● **ACTION ITEM**: Output all of the records again, exactly as written.
***** SUPPLIED DATA *****
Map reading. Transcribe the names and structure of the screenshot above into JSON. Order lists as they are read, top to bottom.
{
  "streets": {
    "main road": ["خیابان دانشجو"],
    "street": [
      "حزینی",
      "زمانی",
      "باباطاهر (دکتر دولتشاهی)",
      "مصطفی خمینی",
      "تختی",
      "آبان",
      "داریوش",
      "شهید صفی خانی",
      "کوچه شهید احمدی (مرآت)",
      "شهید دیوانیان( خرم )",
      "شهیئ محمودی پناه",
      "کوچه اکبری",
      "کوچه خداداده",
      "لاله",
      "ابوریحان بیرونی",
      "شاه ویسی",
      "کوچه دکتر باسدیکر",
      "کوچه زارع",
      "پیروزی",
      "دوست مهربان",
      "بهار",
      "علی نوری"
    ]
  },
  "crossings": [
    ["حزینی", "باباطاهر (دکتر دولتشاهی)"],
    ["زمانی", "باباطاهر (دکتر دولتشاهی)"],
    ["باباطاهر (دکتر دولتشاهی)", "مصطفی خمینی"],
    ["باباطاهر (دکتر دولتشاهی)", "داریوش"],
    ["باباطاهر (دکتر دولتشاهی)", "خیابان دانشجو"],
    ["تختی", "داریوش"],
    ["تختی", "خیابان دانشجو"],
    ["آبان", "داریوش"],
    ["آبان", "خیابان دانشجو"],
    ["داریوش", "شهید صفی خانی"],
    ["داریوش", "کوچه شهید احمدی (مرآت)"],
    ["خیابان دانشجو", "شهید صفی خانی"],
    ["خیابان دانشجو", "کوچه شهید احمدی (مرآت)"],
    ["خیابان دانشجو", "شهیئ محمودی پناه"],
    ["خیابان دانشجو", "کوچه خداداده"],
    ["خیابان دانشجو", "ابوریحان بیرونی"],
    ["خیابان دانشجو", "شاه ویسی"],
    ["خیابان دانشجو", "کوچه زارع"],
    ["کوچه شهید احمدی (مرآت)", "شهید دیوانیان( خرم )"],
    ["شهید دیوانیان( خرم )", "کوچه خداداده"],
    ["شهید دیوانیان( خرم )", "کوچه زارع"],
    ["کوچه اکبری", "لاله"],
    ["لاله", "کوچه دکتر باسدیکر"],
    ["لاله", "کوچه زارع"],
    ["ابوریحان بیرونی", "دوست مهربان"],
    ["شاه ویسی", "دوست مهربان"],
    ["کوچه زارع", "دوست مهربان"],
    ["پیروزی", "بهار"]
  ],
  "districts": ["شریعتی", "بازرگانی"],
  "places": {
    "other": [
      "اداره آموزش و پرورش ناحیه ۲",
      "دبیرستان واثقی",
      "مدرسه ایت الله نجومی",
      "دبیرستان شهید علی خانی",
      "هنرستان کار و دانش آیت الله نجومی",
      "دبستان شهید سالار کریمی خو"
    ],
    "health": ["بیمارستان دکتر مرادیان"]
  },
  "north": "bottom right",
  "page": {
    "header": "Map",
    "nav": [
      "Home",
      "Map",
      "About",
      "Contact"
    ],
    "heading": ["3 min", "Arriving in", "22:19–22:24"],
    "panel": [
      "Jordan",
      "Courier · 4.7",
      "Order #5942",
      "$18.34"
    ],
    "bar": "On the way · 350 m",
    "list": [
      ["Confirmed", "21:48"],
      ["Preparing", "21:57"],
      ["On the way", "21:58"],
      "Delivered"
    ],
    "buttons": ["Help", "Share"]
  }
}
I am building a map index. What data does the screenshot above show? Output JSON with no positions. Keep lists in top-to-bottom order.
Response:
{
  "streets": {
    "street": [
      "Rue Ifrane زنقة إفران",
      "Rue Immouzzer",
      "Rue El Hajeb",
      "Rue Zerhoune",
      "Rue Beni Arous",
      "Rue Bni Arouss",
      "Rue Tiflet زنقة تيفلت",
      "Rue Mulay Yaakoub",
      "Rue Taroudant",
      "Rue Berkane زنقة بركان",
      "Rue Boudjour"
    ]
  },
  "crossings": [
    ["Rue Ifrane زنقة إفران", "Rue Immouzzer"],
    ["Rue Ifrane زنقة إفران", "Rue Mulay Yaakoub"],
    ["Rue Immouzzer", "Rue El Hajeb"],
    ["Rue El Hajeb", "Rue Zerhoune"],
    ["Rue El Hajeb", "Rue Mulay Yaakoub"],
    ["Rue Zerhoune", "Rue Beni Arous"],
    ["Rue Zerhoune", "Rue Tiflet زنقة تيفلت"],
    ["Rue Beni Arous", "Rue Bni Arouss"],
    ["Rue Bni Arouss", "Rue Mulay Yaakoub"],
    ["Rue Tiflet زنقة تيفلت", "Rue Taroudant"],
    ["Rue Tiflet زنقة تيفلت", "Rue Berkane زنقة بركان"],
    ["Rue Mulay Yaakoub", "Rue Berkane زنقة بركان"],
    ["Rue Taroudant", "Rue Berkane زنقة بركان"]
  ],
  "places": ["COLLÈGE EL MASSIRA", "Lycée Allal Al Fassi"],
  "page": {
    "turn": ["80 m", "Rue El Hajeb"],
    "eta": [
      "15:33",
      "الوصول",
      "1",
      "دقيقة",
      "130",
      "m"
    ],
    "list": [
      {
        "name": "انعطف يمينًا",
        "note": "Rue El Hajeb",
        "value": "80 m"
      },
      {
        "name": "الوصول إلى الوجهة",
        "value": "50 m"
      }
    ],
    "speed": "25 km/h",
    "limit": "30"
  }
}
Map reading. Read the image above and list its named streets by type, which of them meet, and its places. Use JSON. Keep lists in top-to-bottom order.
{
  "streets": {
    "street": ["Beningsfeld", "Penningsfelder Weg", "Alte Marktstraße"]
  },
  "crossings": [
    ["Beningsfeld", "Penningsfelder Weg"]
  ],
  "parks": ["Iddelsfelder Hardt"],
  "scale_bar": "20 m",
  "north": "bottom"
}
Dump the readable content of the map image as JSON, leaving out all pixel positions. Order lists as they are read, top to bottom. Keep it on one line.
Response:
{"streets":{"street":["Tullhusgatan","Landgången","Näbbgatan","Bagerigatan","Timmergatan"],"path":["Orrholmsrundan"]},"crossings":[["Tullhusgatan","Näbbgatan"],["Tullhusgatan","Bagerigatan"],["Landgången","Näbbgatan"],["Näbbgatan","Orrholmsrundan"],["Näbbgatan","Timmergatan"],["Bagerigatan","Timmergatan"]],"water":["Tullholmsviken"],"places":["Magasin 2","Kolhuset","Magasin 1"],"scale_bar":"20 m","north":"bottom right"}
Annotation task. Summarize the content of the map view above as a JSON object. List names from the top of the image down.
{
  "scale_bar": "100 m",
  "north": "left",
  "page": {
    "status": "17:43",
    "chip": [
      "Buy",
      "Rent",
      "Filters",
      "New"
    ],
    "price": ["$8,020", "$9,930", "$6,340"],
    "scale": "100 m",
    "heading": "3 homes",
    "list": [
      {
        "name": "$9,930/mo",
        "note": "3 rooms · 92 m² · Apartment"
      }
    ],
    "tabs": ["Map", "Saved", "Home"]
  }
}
*****
● **SOLUTION TO THIS EXERCISE**:
Map reading. Transcribe the names and structure of the screenshot above into JSON. Order lists as they are read, top to bottom.
{
  "streets": {
    "main road": ["خیابان دانشجو"],
    "street": [
      "حزینی",
      "زمانی",
      "باباطاهر (دکتر دولتشاهی)",
      "مصطفی خمینی",
      "تختی",
      "آبان",
      "داریوش",
      "شهید صفی خانی",
      "کوچه شهید احمدی (مرآت)",
      "شهید دیوانیان( خرم )",
      "شهیئ محمودی پناه",
      "کوچه اکبری",
      "کوچه خداداده",
      "لاله",
      "ابوریحان بیرونی",
      "شاه ویسی",
      "کوچه دکتر باسدیکر",
      "کوچه زارع",
      "پیروزی",
      "دوست مهربان",
      "بهار",
      "علی نوری"
    ]
  },
  "crossings": [
    ["حزینی", "باباطاهر (دکتر دولتشاهی)"],
    ["زمانی", "باباطاهر (دکتر دولتشاهی)"],
    ["باباطاهر (دکتر دولتشاهی)", "مصطفی خمینی"],
    ["باباطاهر (دکتر دولتشاهی)", "داریوش"],
    ["باباطاهر (دکتر دولتشاهی)", "خیابان دانشجو"],
    ["تختی", "داریوش"],
    ["تختی", "خیابان دانشجو"],
    ["آبان", "داریوش"],
    ["آبان", "خیابان دانشجو"],
    ["داریوش", "شهید صفی خانی"],
    ["داریوش", "کوچه شهید احمدی (مرآت)"],
    ["خیابان دانشجو", "شهید صفی خانی"],
    ["خیابان دانشجو", "کوچه شهید احمدی (مرآت)"],
    ["خیابان دانشجو", "شهیئ محمودی پناه"],
    ["خیابان دانشجو", "کوچه خداداده"],
    ["خیابان دانشجو", "ابوریحان بیرونی"],
    ["خیابان دانشجو", "شاه ویسی"],
    ["خیابان دانشجو", "کوچه زارع"],
    ["کوچه شهید احمدی (مرآت)", "شهید دیوانیان( خرم )"],
    ["شهید دیوانیان( خرم )", "کوچه خداداده"],
    ["شهید دیوانیان( خرم )", "کوچه زارع"],
    ["کوچه اکبری", "لاله"],
    ["لاله", "کوچه دکتر باسدیکر"],
    ["لاله", "کوچه زارع"],
    ["ابوریحان بیرونی", "دوست مهربان"],
    ["شاه ویسی", "دوست مهربان"],
    ["کوچه زارع", "دوست مهربان"],
    ["پیروزی", "بهار"]
  ],
  "districts": ["شریعتی", "بازرگانی"],
  "places": {
    "other": [
      "اداره آموزش و پرورش ناحیه ۲",
      "دبیرستان واثقی",
      "مدرسه ایت الله نجومی",
      "دبیرستان شهید علی خانی",
      "هنرستان کار و دانش آیت الله نجومی",
      "دبستان شهید سالار کریمی خو"
    ],
    "health": ["بیمارستان دکتر مرادیان"]
  },
  "north": "bottom right",
  "page": {
    "header": "Map",
    "nav": [
      "Home",
      "Map",
      "About",
      "Contact"
    ],
    "heading": ["3 min", "Arriving in", "22:19–22:24"],
    "panel": [
      "Jordan",
      "Courier · 4.7",
      "Order #5942",
      "$18.34"
    ],
    "bar": "On the way · 350 m",
    "list": [
      ["Confirmed", "21:48"],
      ["Preparing", "21:57"],
      ["On the way", "21:58"],
      "Delivered"
    ],
    "buttons": ["Help", "Share"]
  }
}
I am building a map index. What data does the screenshot above show? Output JSON with no positions. Keep lists in top-to-bottom order.
Response:
{
  "streets": {
    "street": [
      "Rue Ifrane زنقة إفران",
      "Rue Immouzzer",
      "Rue El Hajeb",
      "Rue Zerhoune",
      "Rue Beni Arous",
      "Rue Bni Arouss",
      "Rue Tiflet زنقة تيفلت",
      "Rue Mulay Yaakoub",
      "Rue Taroudant",
      "Rue Berkane زنقة بركان",
      "Rue Boudjour"
    ]
  },
  "crossings": [
    ["Rue Ifrane زنقة إفران", "Rue Immouzzer"],
    ["Rue Ifrane زنقة إفران", "Rue Mulay Yaakoub"],
    ["Rue Immouzzer", "Rue El Hajeb"],
    ["Rue El Hajeb", "Rue Zerhoune"],
    ["Rue El Hajeb", "Rue Mulay Yaakoub"],
    ["Rue Zerhoune", "Rue Beni Arous"],
    ["Rue Zerhoune", "Rue Tiflet زنقة تيفلت"],
    ["Rue Beni Arous", "Rue Bni Arouss"],
    ["Rue Bni Arouss", "Rue Mulay Yaakoub"],
    ["Rue Tiflet زنقة تيفلت", "Rue Taroudant"],
    ["Rue Tiflet زنقة تيفلت", "Rue Berkane زنقة بركان"],
    ["Rue Mulay Yaakoub", "Rue Berkane زنقة بركان"],
    ["Rue Taroudant", "Rue Berkane زنقة بركان"]
  ],
  "places": ["COLLÈGE EL MASSIRA", "Lycée Allal Al Fassi"],
  "page": {
    "turn": ["80 m", "Rue El Hajeb"],
    "eta": [
      "15:33",
      "الوصول",
      "1",
      "دقيقة",
      "130",
      "m"
    ],
    "list": [
      {
        "name": "انعطف يمينًا",
        "note": "Rue El Hajeb",
        "value": "80 m"
      },
      {
        "name": "الوصول إلى الوجهة",
        "value": "50 m"
      }
    ],
    "speed": "25 km/h",
    "limit": "30"
  }
}
Map reading. Read the image above and list its named streets by type, which of them meet, and its places. Use JSON. Keep lists in top-to-bottom order.
{
  "streets": {
    "street": ["Beningsfeld", "Penningsfelder Weg", "Alte Marktstraße"]
  },
  "crossings": [
    ["Beningsfeld", "Penningsfelder Weg"]
  ],
  "parks": ["Iddelsfelder Hardt"],
  "scale_bar": "20 m",
  "north": "bottom"
}
Dump the readable content of the map image as JSON, leaving out all pixel positions. Order lists as they are read, top to bottom. Keep it on one line.
Response:
{"streets":{"street":["Tullhusgatan","Landgången","Näbbgatan","Bagerigatan","Timmergatan"],"path":["Orrholmsrundan"]},"crossings":[["Tullhusgatan","Näbbgatan"],["Tullhusgatan","Bagerigatan"],["Landgången","Näbbgatan"],["Näbbgatan","Orrholmsrundan"],["Näbbgatan","Timmergatan"],["Bagerigatan","Timmergatan"]],"water":["Tullholmsviken"],"places":["Magasin 2","Kolhuset","Magasin 1"],"scale_bar":"20 m","north":"bottom right"}
Annotation task. Summarize the content of the map view above as a JSON object. List names from the top of the image down.
{
  "scale_bar": "100 m",
  "north": "left",
  "page": {
    "status": "17:43",
    "chip": [
      "Buy",
      "Rent",
      "Filters",
      "New"
    ],
    "price": ["$8,020", "$9,930", "$6,340"],
    "scale": "100 m",
    "heading": "3 homes",
    "list": [
      {
        "name": "$9,930/mo",
        "note": "3 rooms · 92 m² · Apartment"
      }
    ],
    "tabs": ["Map", "Saved", "Home"]
  }
}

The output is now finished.